Mentre l’Italia ha perso quasi 384 mila residenti sul suo territorio (dato Istat), il RIM rileva come la presenza all’estero sia aumentata del 3% nell’ultimo anno.
La Sicilia, con oltre 798 mila iscrizioni, è la regione con la comunità più numerosa di residenti fuori dai confini nazionali. Seguono – a distanza – la Lombardia (561 mila), la Campania (quasi 531 mila), il Lazio (quasi 489 mila), il Veneto (479 mila) e la Calabria (430 mila).
Tre le grandi comunità di cittadini italiani iscritti all’AIRE: nell’ordine, quella in Argentina (884.187, il 15,6% del totale), quella in Germania (801.082, 14,2%), quella in Svizzera (639.508, 11,3%). Seguono i connazionali in Brasile (poco più di 500 mila, 8,9%), Francia (circa 444 mila, 7,9%), Regno Unito (oltre 412 mila, 7,3%) e Stati Uniti (quasi 290 mila, 5,1%).
Nonostante la pandemia globale, nel corso del 2020 le partenze sono state 109mila.
«La mobilità degli italiani – evidenzia il Rapporto – non si è arrestata, ma ha subito un ridimensionamento». Ridimensionamento che però non riguarda le nuove nascite all’estero da cittadini italiani, quanto piuttosto le vere e proprie partenze, ossia il numero dei connazionali che hanno materialmente lasciato l’Italia recandosi all’estero da gennaio a dicembre dello scorso anno. «In valore assoluto – spiega il report – si tratta di 109.528 italiani, oltre 21 mila persone in meno rispetto al 2019».
Nel generale calo delle partenze (-16,3% rispetto all’anno precedente), le diminuzioni maggiori si riscontrano per gli anziani (-27,8% nella classe di età 65-74 anni e -24,7% in quella 75-84 anni) e per i minori al di sotto dei 10 anni (-20,3%).
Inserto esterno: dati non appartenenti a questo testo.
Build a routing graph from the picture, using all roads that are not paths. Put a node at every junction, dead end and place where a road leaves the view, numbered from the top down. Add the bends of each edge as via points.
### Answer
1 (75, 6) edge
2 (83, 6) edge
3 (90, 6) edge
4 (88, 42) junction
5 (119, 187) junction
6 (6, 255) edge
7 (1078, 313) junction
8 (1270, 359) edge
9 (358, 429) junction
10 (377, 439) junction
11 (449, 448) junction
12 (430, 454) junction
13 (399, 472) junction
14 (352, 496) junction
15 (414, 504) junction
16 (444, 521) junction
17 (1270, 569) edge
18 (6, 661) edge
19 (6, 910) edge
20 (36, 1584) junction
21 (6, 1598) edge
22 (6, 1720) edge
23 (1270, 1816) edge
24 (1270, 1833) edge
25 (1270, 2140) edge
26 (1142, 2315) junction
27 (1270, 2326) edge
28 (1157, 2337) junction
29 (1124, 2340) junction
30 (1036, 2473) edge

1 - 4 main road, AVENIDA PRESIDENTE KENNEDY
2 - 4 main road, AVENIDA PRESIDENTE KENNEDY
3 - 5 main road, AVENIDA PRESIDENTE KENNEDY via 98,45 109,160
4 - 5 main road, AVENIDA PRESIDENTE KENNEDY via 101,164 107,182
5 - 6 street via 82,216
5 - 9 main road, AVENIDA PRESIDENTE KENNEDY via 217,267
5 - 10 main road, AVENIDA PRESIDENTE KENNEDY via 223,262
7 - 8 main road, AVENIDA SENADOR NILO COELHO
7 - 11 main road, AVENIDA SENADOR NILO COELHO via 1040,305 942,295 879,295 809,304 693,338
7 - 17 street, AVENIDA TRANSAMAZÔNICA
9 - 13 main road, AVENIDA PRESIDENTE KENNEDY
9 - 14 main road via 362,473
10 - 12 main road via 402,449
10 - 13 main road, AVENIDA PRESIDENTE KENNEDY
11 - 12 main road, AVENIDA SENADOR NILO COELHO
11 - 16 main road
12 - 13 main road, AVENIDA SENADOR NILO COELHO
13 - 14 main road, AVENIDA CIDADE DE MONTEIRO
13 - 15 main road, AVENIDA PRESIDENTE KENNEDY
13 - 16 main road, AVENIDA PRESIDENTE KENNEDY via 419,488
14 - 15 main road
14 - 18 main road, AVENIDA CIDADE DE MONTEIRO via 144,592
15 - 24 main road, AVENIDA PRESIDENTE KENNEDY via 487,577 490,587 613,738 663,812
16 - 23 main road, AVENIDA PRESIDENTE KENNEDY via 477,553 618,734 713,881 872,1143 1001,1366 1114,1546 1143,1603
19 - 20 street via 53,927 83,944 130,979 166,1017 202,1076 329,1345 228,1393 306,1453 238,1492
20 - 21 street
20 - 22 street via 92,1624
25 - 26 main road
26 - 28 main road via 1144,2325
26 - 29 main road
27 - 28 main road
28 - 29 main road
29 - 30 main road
Crescono, invece, i giovani tra i 18 e i 34 anni (42,8%). «Nell’anno della pandemia – sottolinea il Rapporto – il protagonismo dei giovani italiani in mobilità aumenta, ma il “rischio” di uno spostamento è stato volutamente evitato dai profili più fragili, anziani e bambini».
Per quanto riguarda le destinazioni delle nuove migrazioni, complessivamente sono state 180.
La maggior parte (il 78,7%) ha riguardato l’Europa, continente che conta sette delle dieci principali mete scelte da chi è espatriato.
«Tuttavia – rileva il Rapporto – l’unica nazione con saldo positivo, rispetto all’anno precedente, è il Regno Unito, con 8.358 iscrizioni in più».
«Durante l’annus horribilis della pandemia – sintetizza la Fondazione Migrantes, che cura annualmente il Rapporto – gli italiani si sono trovati costretti a dover decidere se partire o no, se affrontare o meno i rischi di un’emergenza sanitaria globale raggirando gli ostacoli imposti dai protocolli rigidi attuati dalle diverse nazioni e relative ai limiti di spostamento intra ed extra un determinato territorio. Una parte ha preferito procrastinare il progetto migratorio – e da questo deriva la riduzione del numero complessivo delle partenze – e un’altra parte ha deciso comunque di non rinviare la decisione e, quando possibile, rispettando le disposizioni limitanti gli spostamenti, ha scelto di “restare vicino” – e quindi in Europa – più che andare oltreoceano».